Humble people learning to build their authority at work

What Is The 9 Percent Club?

The 9 Percent Club is a collective of humble professionals who want to be known for doing great work.

No bragging or bluster.

No modesty or cringe.

Just swagger that matches your skills.

The name The 9 Percent Club refers to the 9% of people who accurately report their own abilities.
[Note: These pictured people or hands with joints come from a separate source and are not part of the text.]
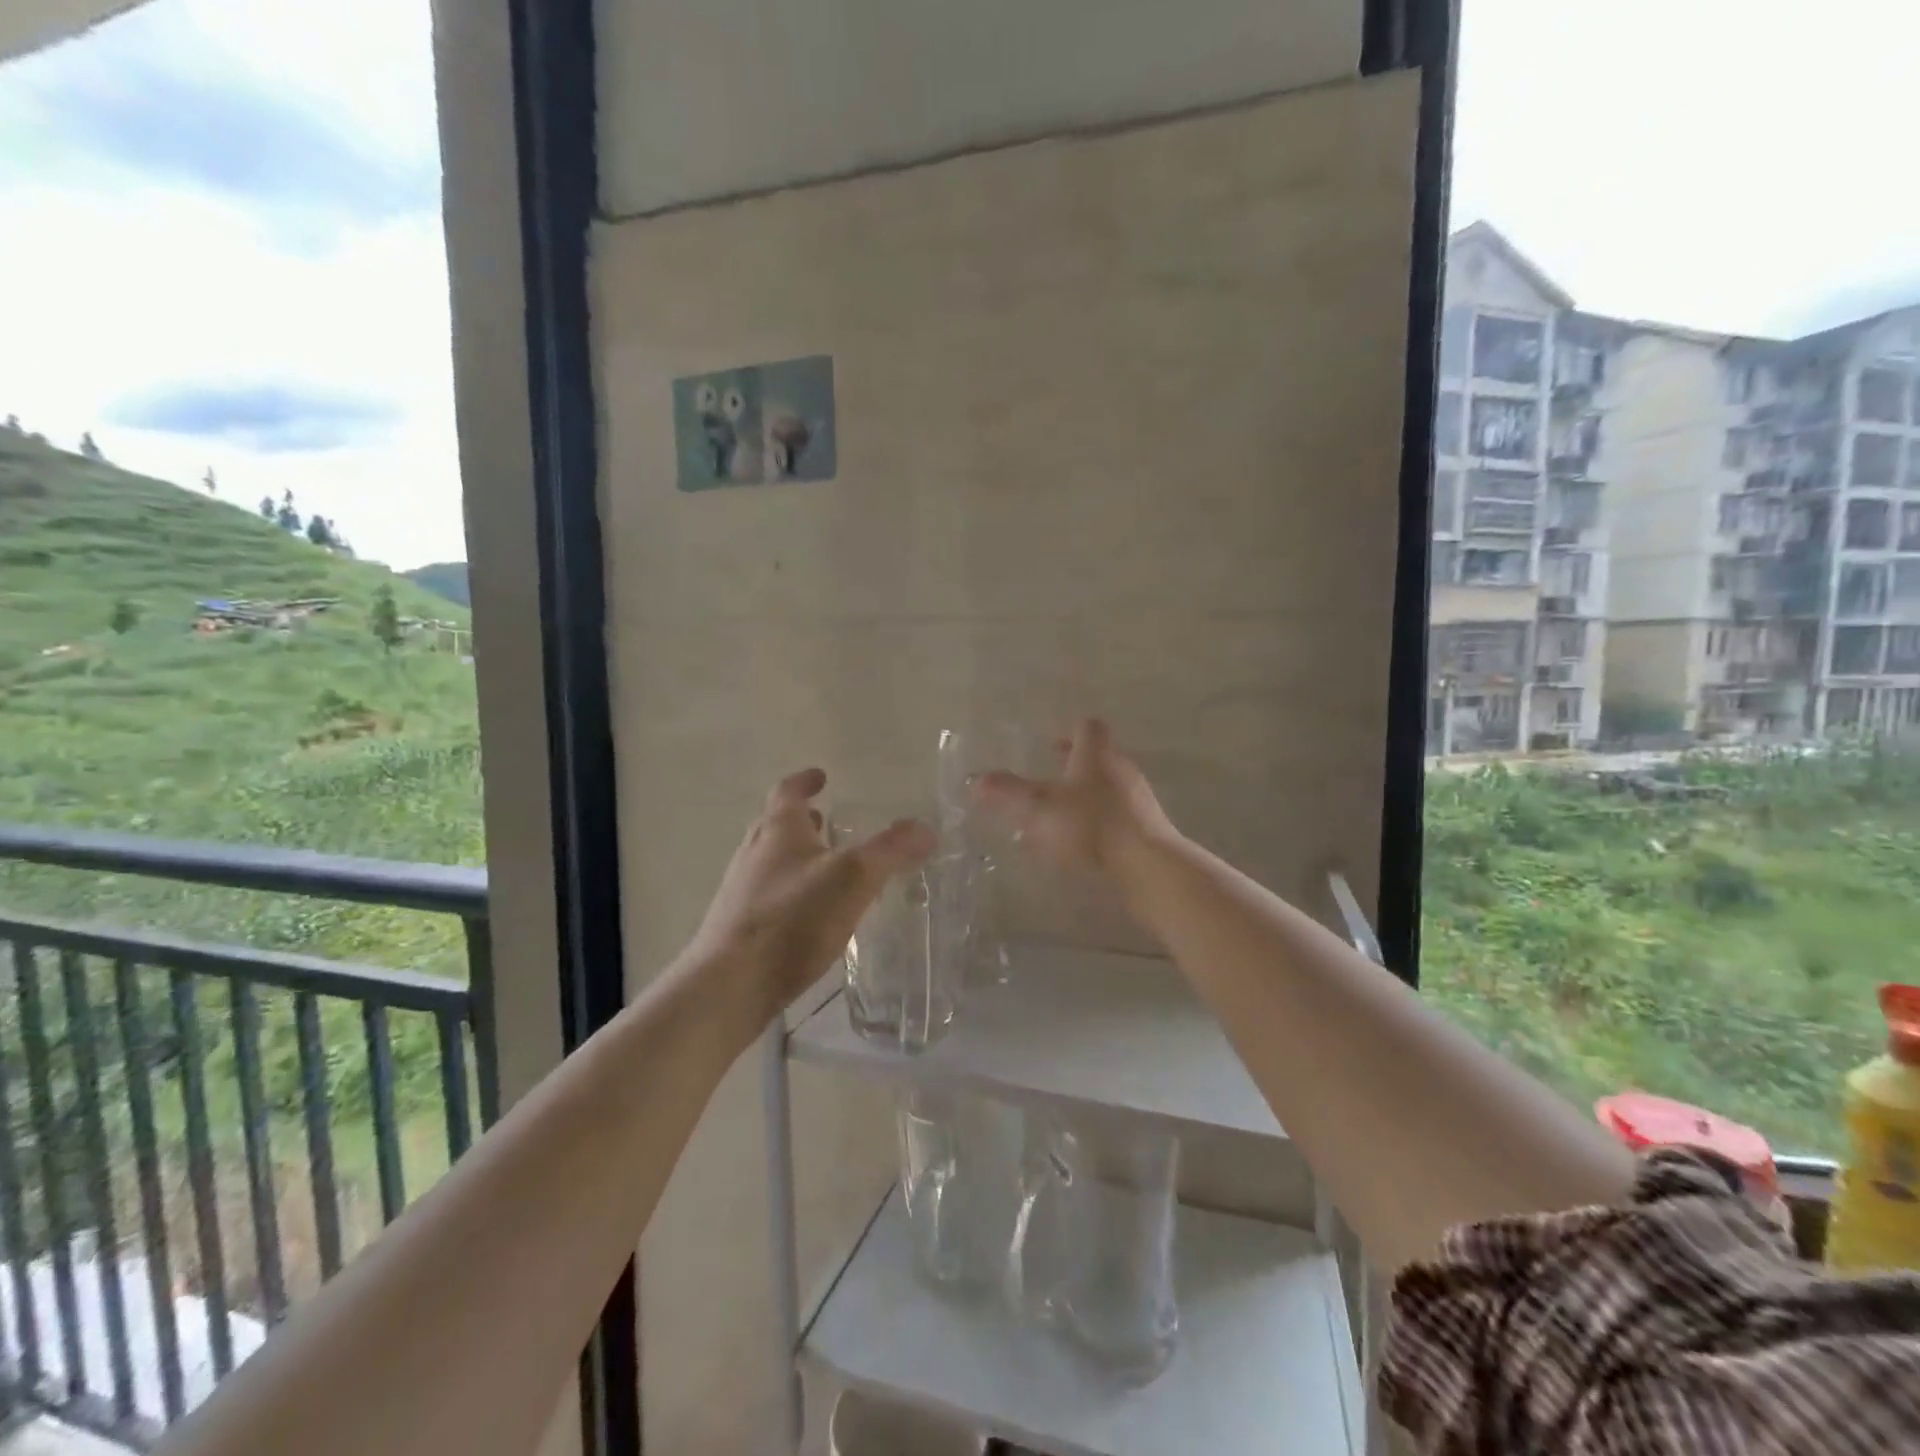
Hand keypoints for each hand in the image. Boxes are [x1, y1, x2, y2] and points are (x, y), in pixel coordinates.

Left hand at [690, 768, 934, 1028]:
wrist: (730, 985)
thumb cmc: (793, 918)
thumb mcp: (853, 878)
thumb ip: (891, 850)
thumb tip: (925, 827)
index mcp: (778, 830)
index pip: (788, 791)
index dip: (805, 781)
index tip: (821, 776)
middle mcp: (753, 852)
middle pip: (775, 825)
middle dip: (801, 820)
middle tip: (825, 820)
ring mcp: (740, 891)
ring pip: (770, 861)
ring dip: (795, 856)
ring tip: (825, 867)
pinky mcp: (738, 927)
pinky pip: (768, 895)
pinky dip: (790, 891)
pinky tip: (809, 916)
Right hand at [972, 718, 1175, 877]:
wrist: (1147, 867)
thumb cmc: (1090, 826)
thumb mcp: (1039, 807)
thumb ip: (1007, 792)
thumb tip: (976, 780)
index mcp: (1096, 755)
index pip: (1088, 728)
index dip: (1069, 732)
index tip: (1051, 745)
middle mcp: (1120, 771)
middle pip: (1097, 760)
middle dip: (1071, 771)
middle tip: (1046, 784)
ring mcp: (1137, 802)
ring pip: (1105, 793)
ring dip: (1081, 803)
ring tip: (1053, 824)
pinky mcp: (1145, 832)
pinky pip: (1114, 822)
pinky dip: (1093, 829)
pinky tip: (1075, 852)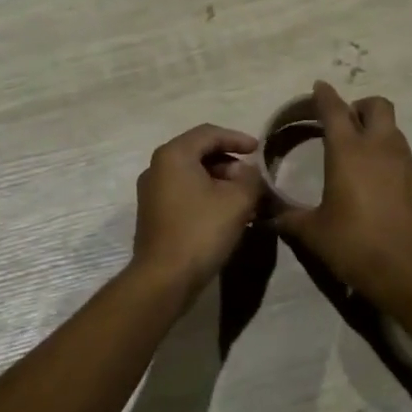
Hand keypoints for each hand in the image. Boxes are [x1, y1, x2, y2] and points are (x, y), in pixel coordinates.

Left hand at [130, 124, 265, 295]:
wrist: (164, 278)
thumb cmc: (201, 231)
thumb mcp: (238, 201)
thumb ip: (250, 178)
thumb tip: (249, 172)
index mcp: (173, 155)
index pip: (209, 133)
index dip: (237, 138)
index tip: (259, 150)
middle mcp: (157, 167)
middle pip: (198, 153)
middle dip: (230, 163)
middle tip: (252, 179)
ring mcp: (151, 192)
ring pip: (192, 175)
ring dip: (220, 182)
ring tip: (245, 199)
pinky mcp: (153, 214)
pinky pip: (184, 193)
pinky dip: (206, 196)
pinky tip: (226, 214)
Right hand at [272, 81, 411, 302]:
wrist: (411, 271)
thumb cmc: (354, 245)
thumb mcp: (313, 233)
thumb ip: (289, 217)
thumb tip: (269, 214)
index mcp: (348, 152)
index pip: (334, 109)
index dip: (324, 95)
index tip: (319, 87)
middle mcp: (381, 148)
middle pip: (377, 106)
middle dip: (361, 107)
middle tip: (347, 123)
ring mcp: (408, 164)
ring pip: (394, 133)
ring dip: (378, 135)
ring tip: (362, 159)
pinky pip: (406, 161)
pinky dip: (392, 164)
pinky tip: (383, 190)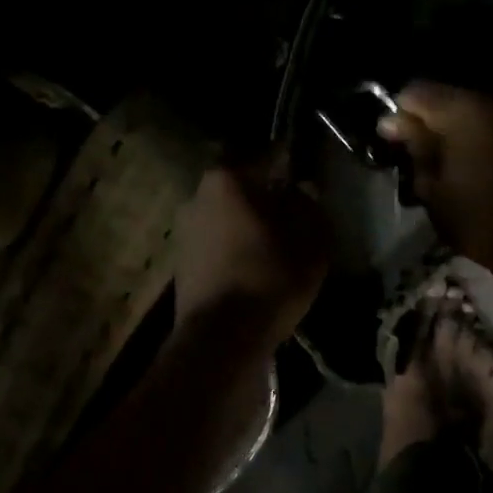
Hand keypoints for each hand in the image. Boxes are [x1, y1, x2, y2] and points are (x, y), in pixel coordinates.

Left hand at [173, 157, 331, 346]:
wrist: (221, 336)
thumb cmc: (271, 276)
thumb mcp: (311, 239)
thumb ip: (309, 205)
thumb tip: (301, 190)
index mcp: (228, 179)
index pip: (266, 156)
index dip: (289, 162)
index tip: (305, 171)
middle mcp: (198, 195)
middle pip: (242, 186)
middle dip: (266, 196)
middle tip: (294, 213)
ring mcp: (185, 230)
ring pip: (227, 216)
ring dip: (249, 224)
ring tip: (276, 244)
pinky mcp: (181, 262)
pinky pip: (217, 243)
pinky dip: (235, 248)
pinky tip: (255, 267)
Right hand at [377, 81, 492, 277]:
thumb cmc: (481, 221)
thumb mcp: (433, 190)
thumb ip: (414, 147)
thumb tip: (393, 121)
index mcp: (466, 111)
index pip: (416, 92)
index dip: (400, 115)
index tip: (395, 142)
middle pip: (450, 99)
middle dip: (433, 123)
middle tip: (422, 157)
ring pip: (479, 112)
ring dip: (463, 131)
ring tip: (455, 164)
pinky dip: (489, 138)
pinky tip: (486, 167)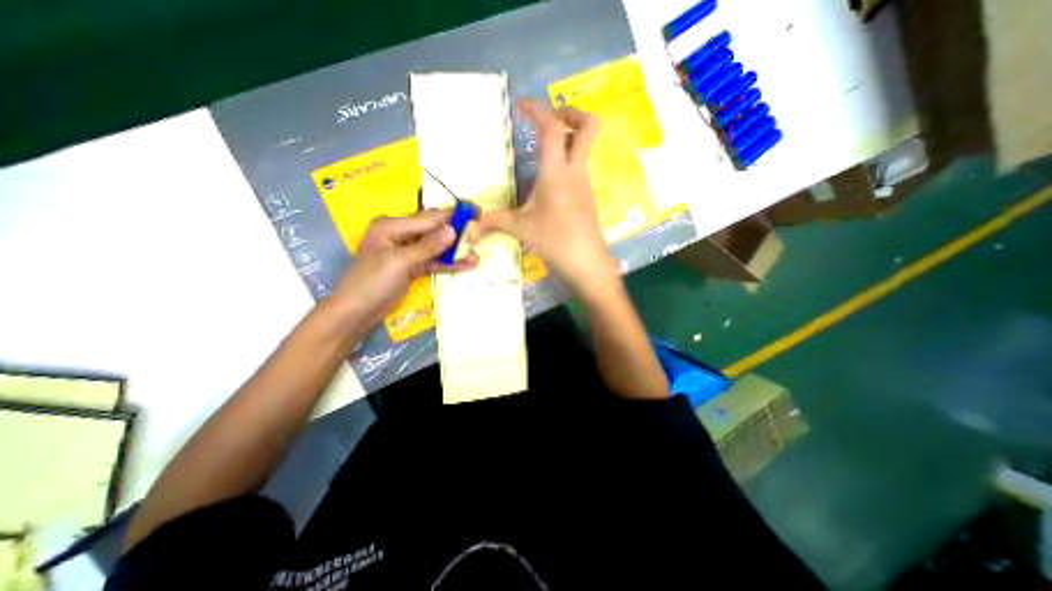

The remaining 91% of people either over- or under-report their skills.

This percentage was determined in a 2012 meta-analysis conducted by Philipp Freund and Nadine (Kasten) Wedderhoff. The researchers reviewed 41 different studies, involving more than 20,000 subjects, to compare self-reported intelligence against actual intelligence scores.

The research confirmed that most of us are poor judges of our own abilities.

Over-confidence is great for careers.

People who over-report their abilities tend to earn praise, promotions and positions of power more often than their modest colleagues.

Over-confident chest-thumpers sincereley believe they’re capable. And, because confidence is one of the (unreliable) metrics humans use to evaluate others’ potential, we believe they’re capable, too.

Over-confidence, however, is bad for business.

When over-reporters fail to deliver promised results, the organization falters.

Meanwhile, people who under-report their abilities have hidden talent.

They think they’re not ready when they actually are.

Or they know they’re capable but hate to self-promote.

Out of modesty, these potential leaders stay silent. And sadly, their talents go unseen. These quietly competent people get undervalued and overlooked.

As a result, careers stall and companies underperform.

The 9% Club fixes that.

We share communication insights that help competent people build their authority at work - so companies win and careers thrive.

Being humble won’t get you promoted.

Become part of The 9 Percent.

1 Freund, P. and Kasten, N. “How Smart Do You Think You Are? A Meta-Analysis on the Validity of Self-Estimates of Cognitive Ability.Psychological Bulletin. 2012. Vol. 138, No. 2, 296–321.

2 Chamorro-Premuzic, T. Why Do So Many Incompetent Men Become Leaders (and How to Fix It).‍ ‍Harvard Business Review Press. 2019.